Assigned task
Each line in the entries below that holds the string "links" must be copied.

Exercise data
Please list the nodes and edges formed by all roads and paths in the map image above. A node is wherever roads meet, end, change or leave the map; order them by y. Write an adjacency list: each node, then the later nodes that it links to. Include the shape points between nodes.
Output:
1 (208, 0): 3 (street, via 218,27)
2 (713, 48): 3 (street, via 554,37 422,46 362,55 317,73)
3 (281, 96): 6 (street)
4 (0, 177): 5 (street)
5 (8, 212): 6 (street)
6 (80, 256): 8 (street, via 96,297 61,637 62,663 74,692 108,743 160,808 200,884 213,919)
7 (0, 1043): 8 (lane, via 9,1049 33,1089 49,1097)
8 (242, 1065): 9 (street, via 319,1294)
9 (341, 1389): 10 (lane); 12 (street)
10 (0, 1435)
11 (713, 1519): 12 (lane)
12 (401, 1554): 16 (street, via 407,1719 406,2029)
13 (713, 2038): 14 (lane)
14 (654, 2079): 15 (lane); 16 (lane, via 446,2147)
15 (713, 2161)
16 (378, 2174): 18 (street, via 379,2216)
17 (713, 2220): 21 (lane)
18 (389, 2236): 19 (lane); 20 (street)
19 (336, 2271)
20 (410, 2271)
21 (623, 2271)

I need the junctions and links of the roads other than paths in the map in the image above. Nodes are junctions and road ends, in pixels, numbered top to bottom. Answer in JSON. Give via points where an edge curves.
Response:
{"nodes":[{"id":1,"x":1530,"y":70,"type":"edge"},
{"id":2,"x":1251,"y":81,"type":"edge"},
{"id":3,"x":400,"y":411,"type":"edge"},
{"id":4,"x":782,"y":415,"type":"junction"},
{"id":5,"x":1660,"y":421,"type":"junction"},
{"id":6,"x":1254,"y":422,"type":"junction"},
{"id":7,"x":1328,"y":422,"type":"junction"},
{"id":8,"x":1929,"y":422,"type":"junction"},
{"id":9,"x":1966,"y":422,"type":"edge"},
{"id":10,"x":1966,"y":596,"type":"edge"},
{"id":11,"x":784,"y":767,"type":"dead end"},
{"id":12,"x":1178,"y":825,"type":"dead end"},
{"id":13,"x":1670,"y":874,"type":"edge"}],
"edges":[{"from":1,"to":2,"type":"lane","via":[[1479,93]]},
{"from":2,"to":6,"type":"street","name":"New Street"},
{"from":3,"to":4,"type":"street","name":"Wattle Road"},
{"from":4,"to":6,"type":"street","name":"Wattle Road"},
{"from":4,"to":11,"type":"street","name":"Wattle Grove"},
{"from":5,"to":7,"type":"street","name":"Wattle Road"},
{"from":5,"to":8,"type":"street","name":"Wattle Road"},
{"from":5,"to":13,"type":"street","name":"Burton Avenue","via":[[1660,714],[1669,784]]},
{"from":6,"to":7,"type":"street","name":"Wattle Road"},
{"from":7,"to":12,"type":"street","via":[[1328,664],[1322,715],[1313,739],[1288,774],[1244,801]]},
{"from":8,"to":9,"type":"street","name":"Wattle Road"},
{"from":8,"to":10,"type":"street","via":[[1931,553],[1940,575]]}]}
...
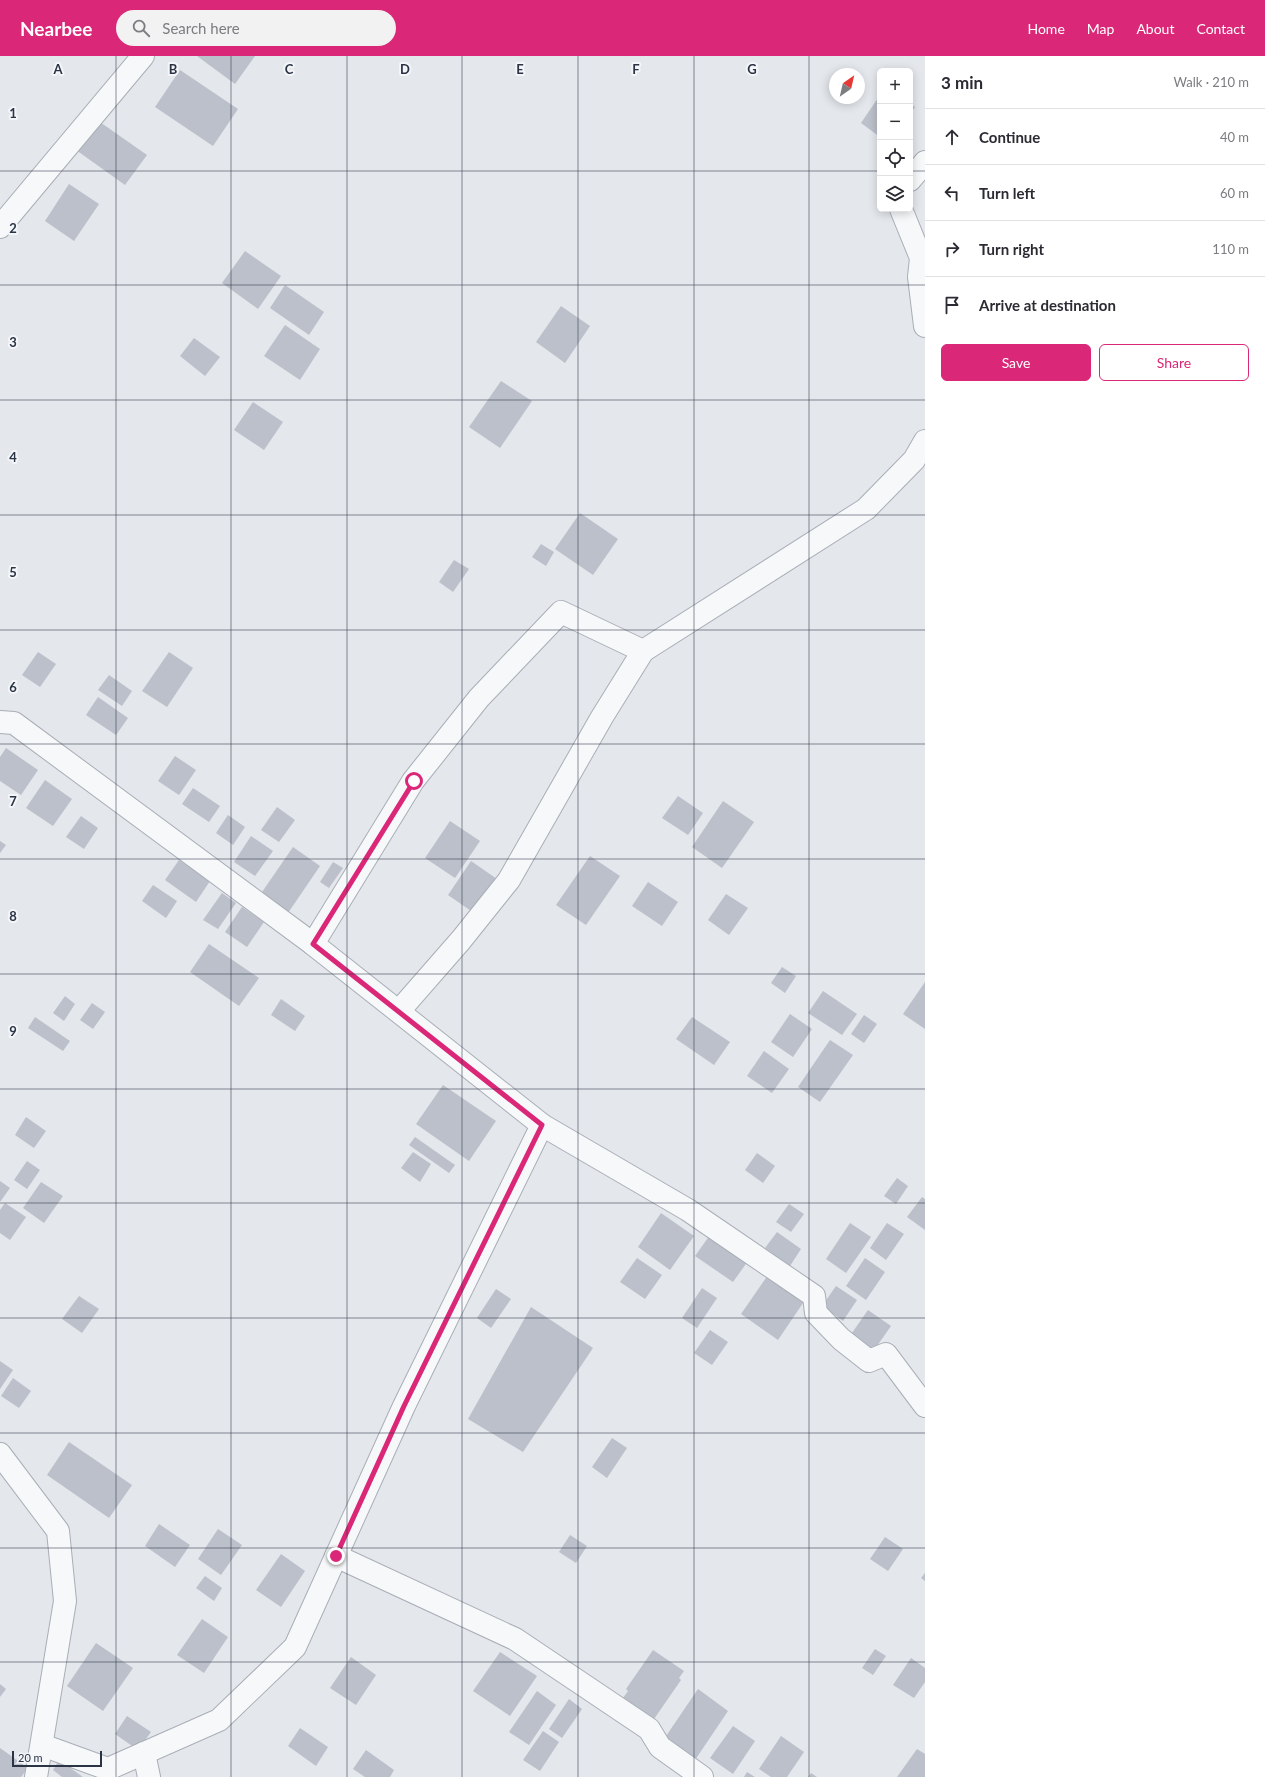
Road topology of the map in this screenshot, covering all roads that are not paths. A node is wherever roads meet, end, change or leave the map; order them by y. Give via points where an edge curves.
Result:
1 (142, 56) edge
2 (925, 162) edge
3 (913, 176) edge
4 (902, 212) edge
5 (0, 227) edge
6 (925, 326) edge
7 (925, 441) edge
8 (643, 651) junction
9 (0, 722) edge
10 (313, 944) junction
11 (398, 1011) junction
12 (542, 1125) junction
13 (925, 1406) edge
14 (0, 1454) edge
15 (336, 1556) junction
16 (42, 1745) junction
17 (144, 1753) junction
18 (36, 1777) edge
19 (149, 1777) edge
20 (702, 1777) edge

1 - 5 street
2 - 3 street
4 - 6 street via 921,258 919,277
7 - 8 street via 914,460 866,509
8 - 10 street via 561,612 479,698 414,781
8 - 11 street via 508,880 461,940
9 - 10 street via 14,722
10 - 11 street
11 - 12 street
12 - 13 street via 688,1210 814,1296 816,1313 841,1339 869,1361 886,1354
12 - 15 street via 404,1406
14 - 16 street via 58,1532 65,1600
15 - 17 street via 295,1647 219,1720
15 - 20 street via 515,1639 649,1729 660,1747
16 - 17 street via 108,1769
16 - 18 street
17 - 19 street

Solution to the problem
Please list the nodes and edges formed by all roads and paths in the map image above. A node is wherever roads meet, end, change or leave the map; order them by y. Write an adjacency list: each node, then the later nodes that it links to. Include the shape points between nodes.
I need the junctions and links of the roads other than paths in the map in the image above. Nodes are junctions and road ends, in pixels, numbered top to bottom. Answer in JSON. Give via points where an edge curves.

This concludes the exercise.